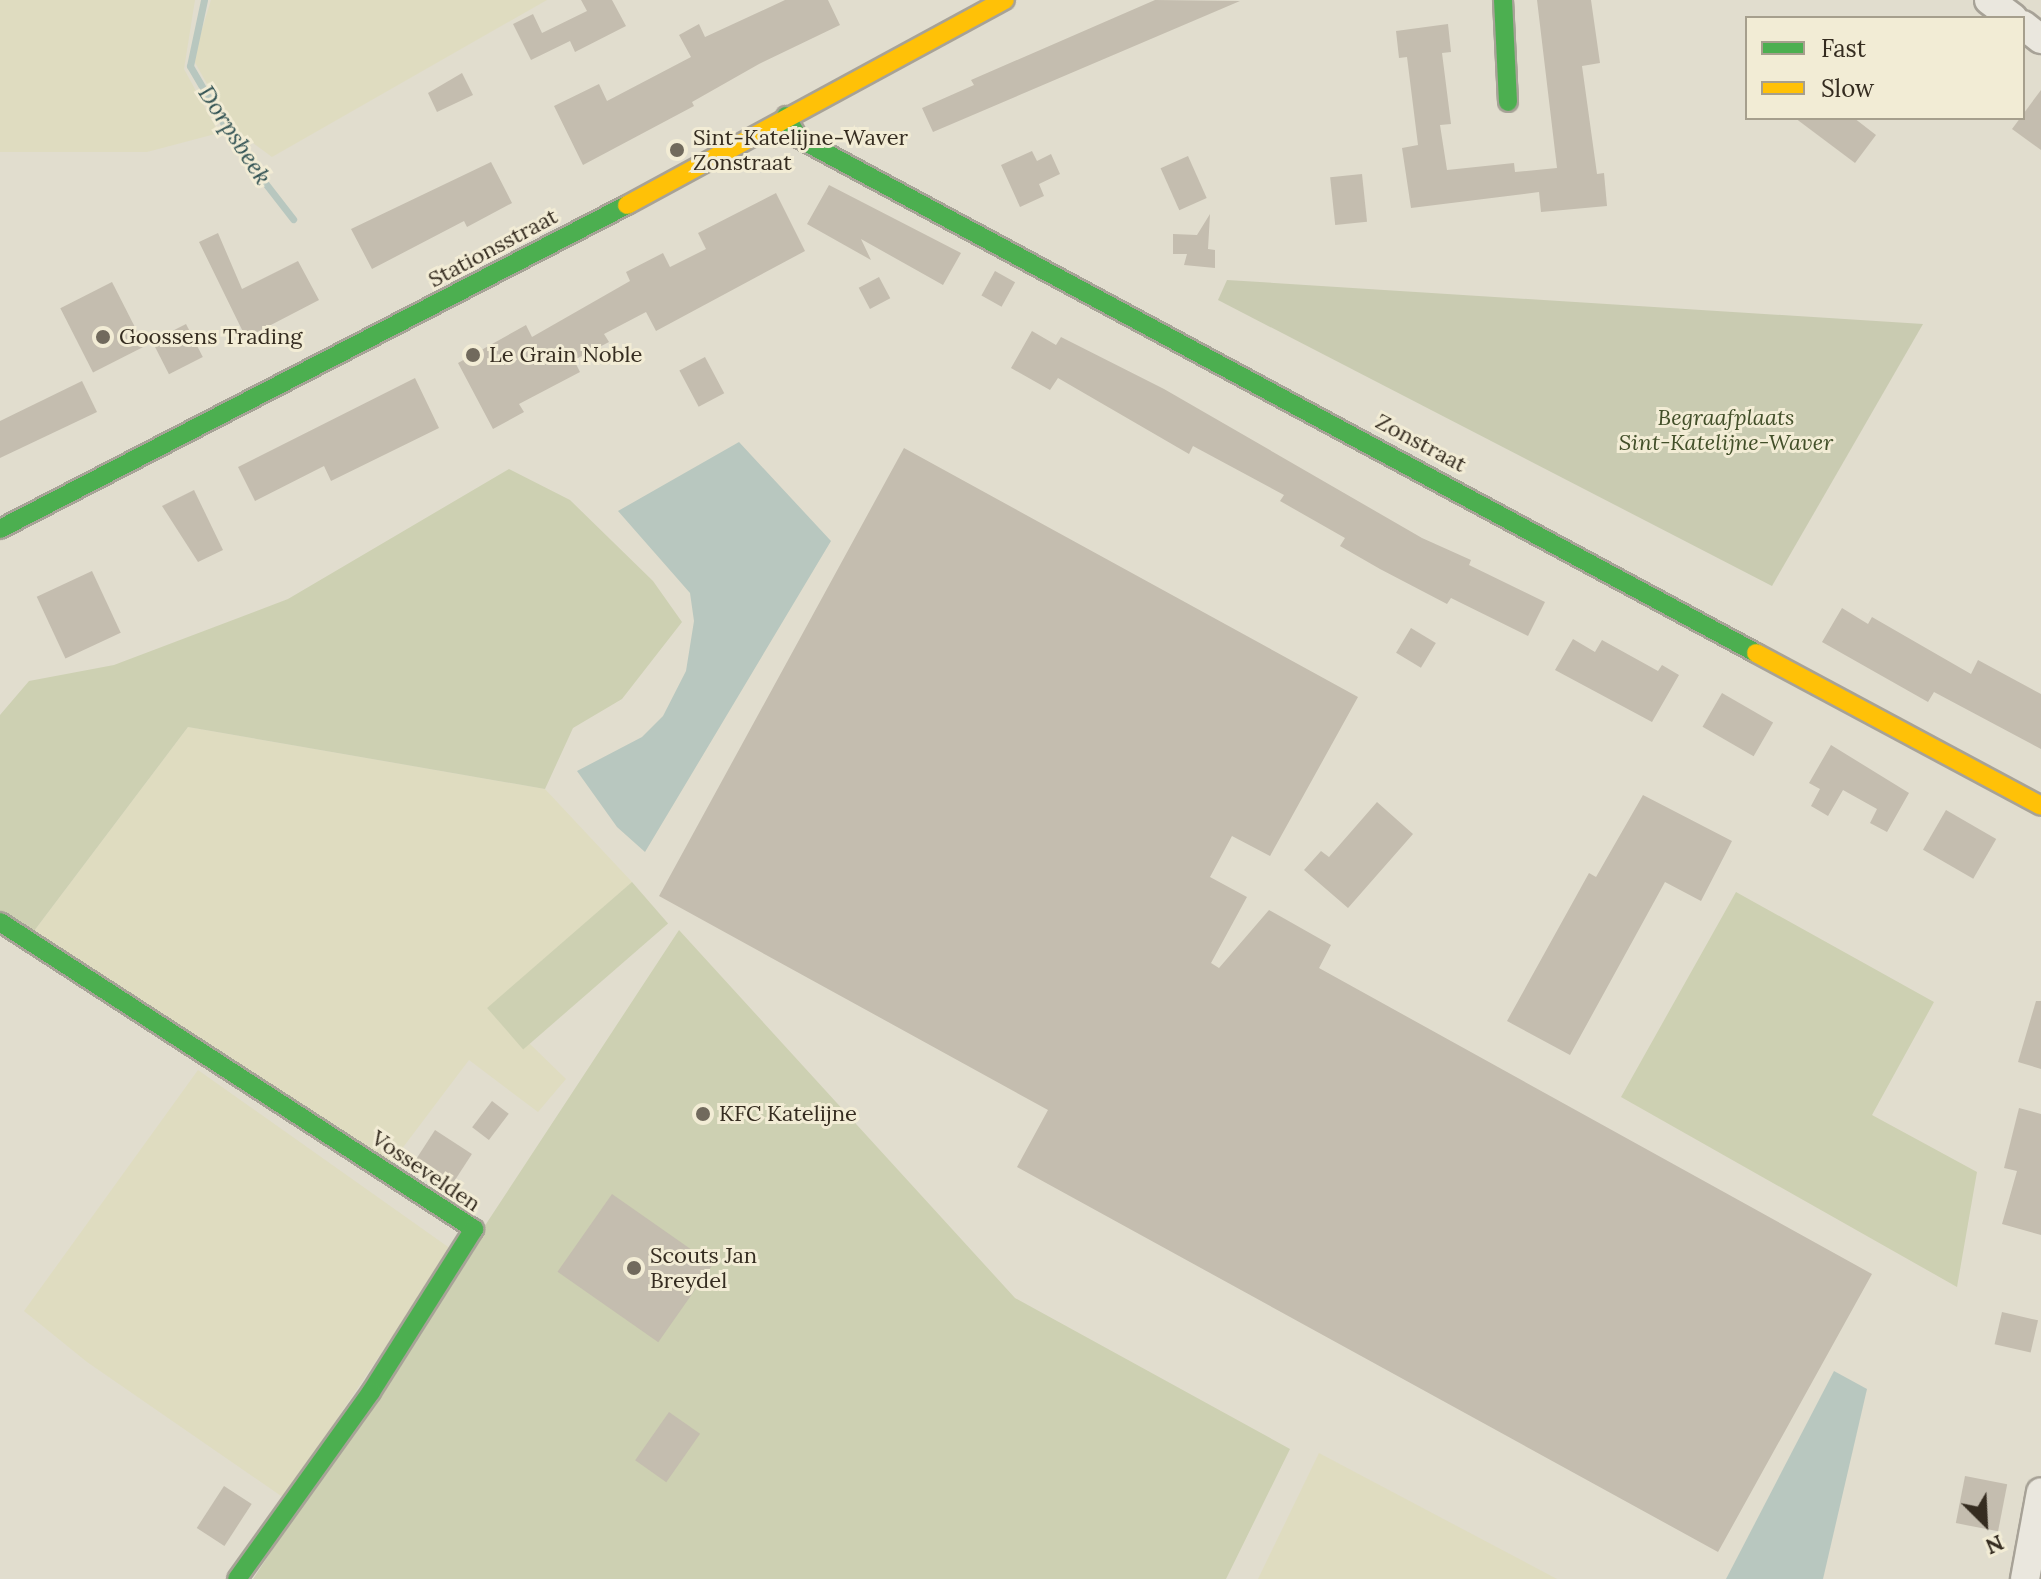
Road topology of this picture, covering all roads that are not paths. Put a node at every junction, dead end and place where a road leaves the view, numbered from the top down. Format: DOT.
graph roads {
  1 [pos="1005,0"];
  2 [pos="1503,0"];
  3 [pos="1989,0"];
  4 [pos="2010,16"];
  5 [pos="2025,27"];
  6 [pos="2041,39"];
  7 [pos="1508,102"];
  8 [pos="786,116"];
  9 [pos="0,529"];
  10 [pos="2041,806"];
  11 [pos="0,922"];
  12 [pos="2041,1492"];
  13 [pos="237,1579"];
  14 [pos="2025,1579"];
  1 -- 8 [label="street, Stationsstraat"];
  2 -- 7 [label="street"];
  3 -- 4 [label="street"];
  5 -- 6 [label="street"];
  8 -- 9 [label="street, Stationsstraat"];
  8 -- 10 [label="street, Zonstraat"];
  11 -- 13 [label="street, Vossevelden"];
  12 -- 14 [label="street"];
}
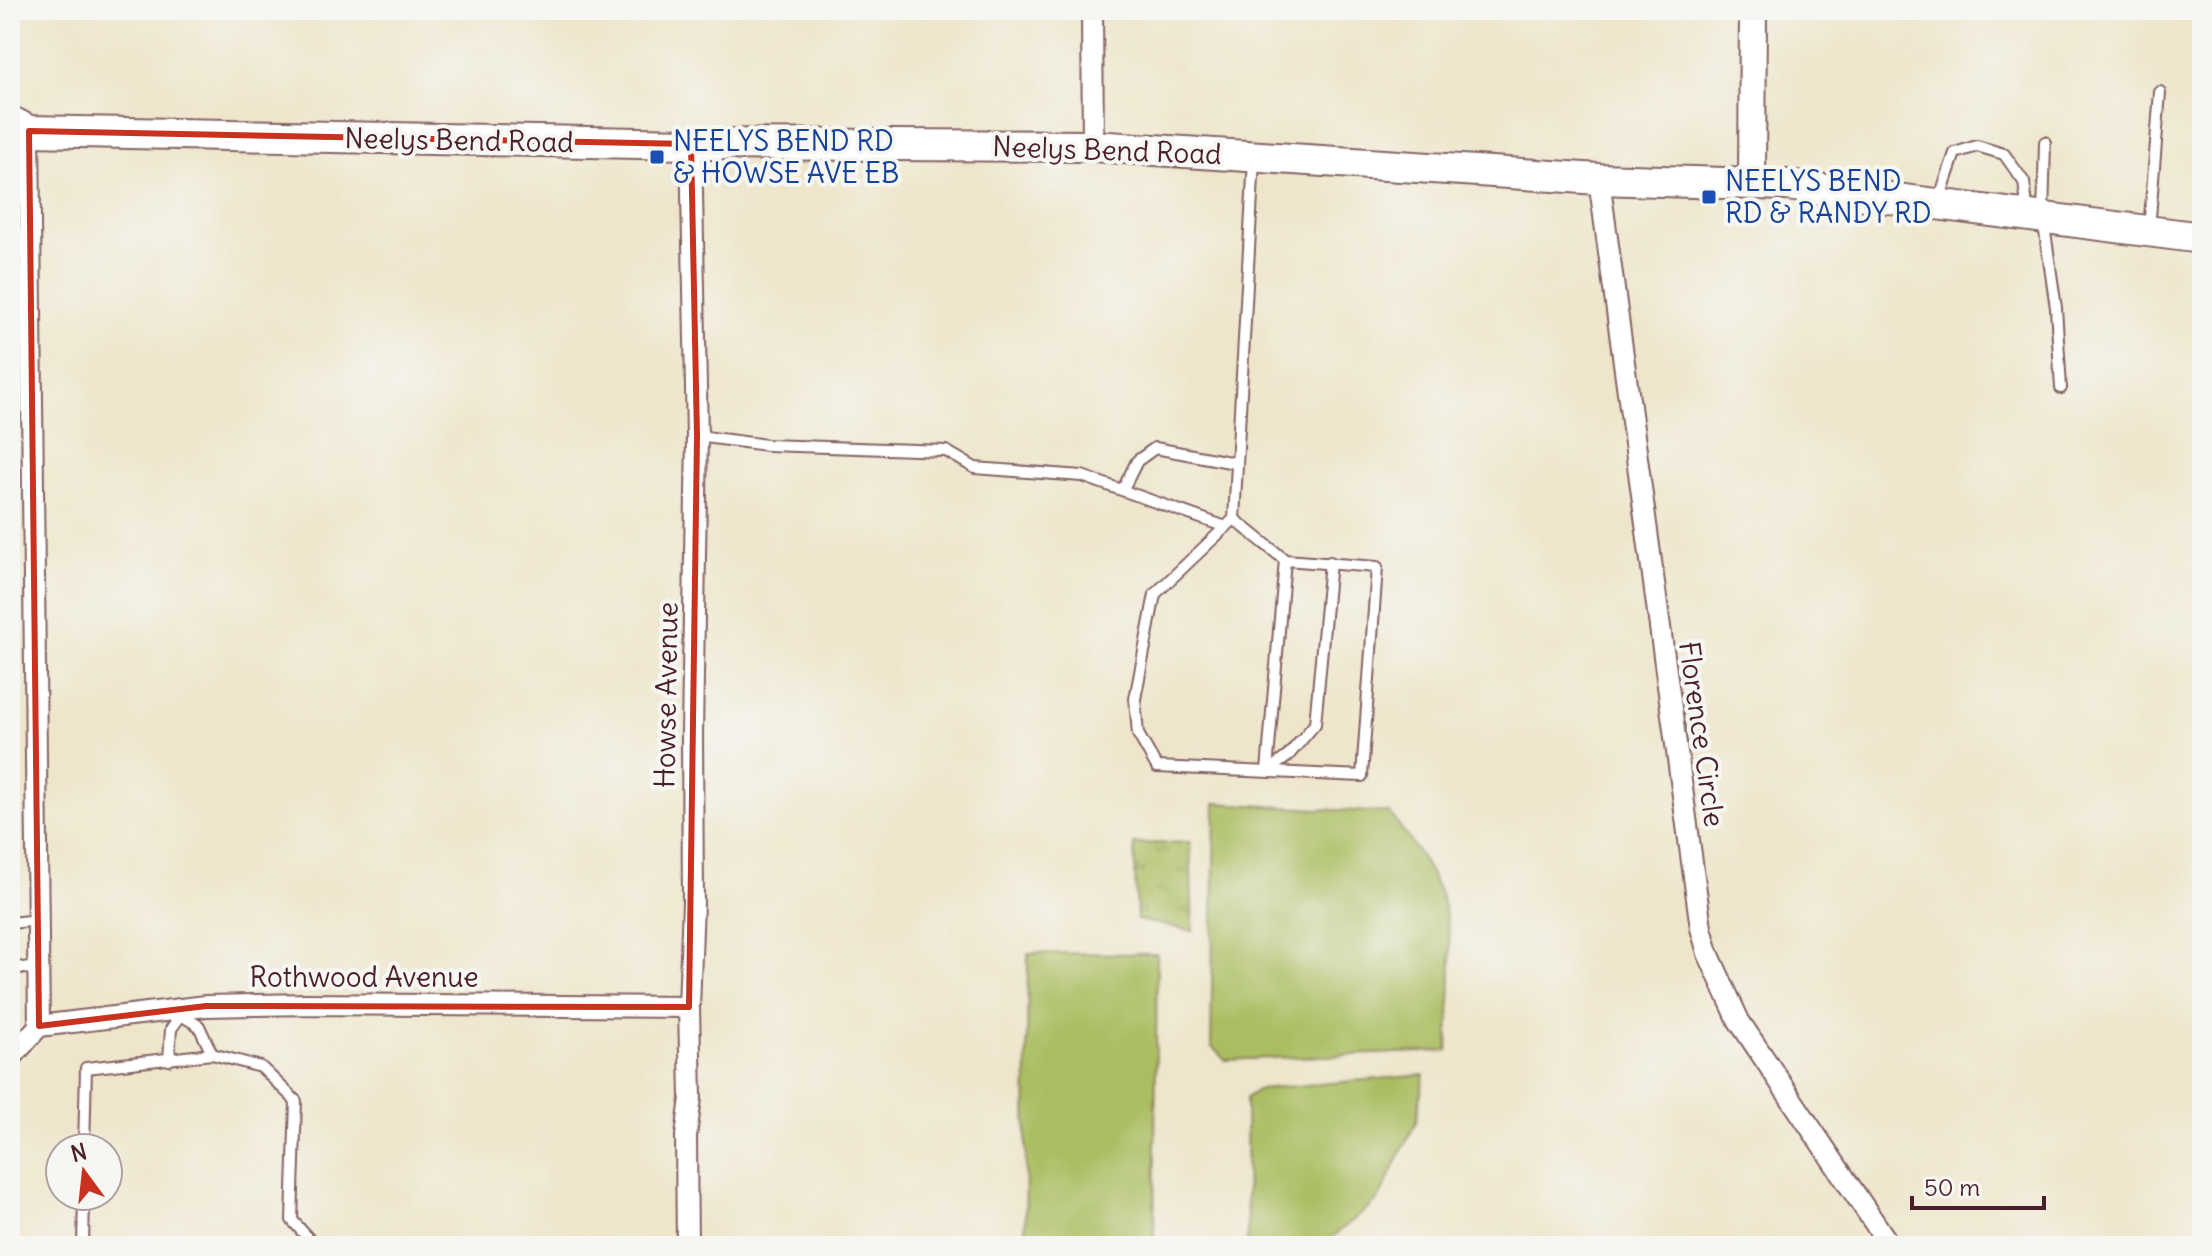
________________________
AIM OF THE EXERCISE> Reproduce every record word for word. The copy must contain no pictures.

TASK SOLUTION>
Road topology of this picture, covering all roads that are not paths. Put a node at every junction, dead end and place where a road leaves the view, numbered from the top down. Format: DOT.
graph roads {
  1 [pos="1005,0"];
  2 [pos="1503,0"];
  3 [pos="1989,0"];
  4 [pos="2010,16"];
  5 [pos="2025,27"];
  6 [pos="2041,39"];
  7 [pos="1508,102"];
  8 [pos="786,116"];
  9 [pos="0,529"];
  10 [pos="2041,806"];
  11 [pos="0,922"];
  12 [pos="2041,1492"];
  13 [pos="237,1579"];
  14 [pos="2025,1579"];
  1 -- 8 [label="street, Stationsstraat"];
  2 -- 7 [label="street"];
  3 -- 4 [label="street"];
  5 -- 6 [label="street"];
  8 -- 9 [label="street, Stationsstraat"];
  8 -- 10 [label="street, Zonstraat"];
  11 -- 13 [label="street, Vossevelden"];
  12 -- 14 [label="street"];
}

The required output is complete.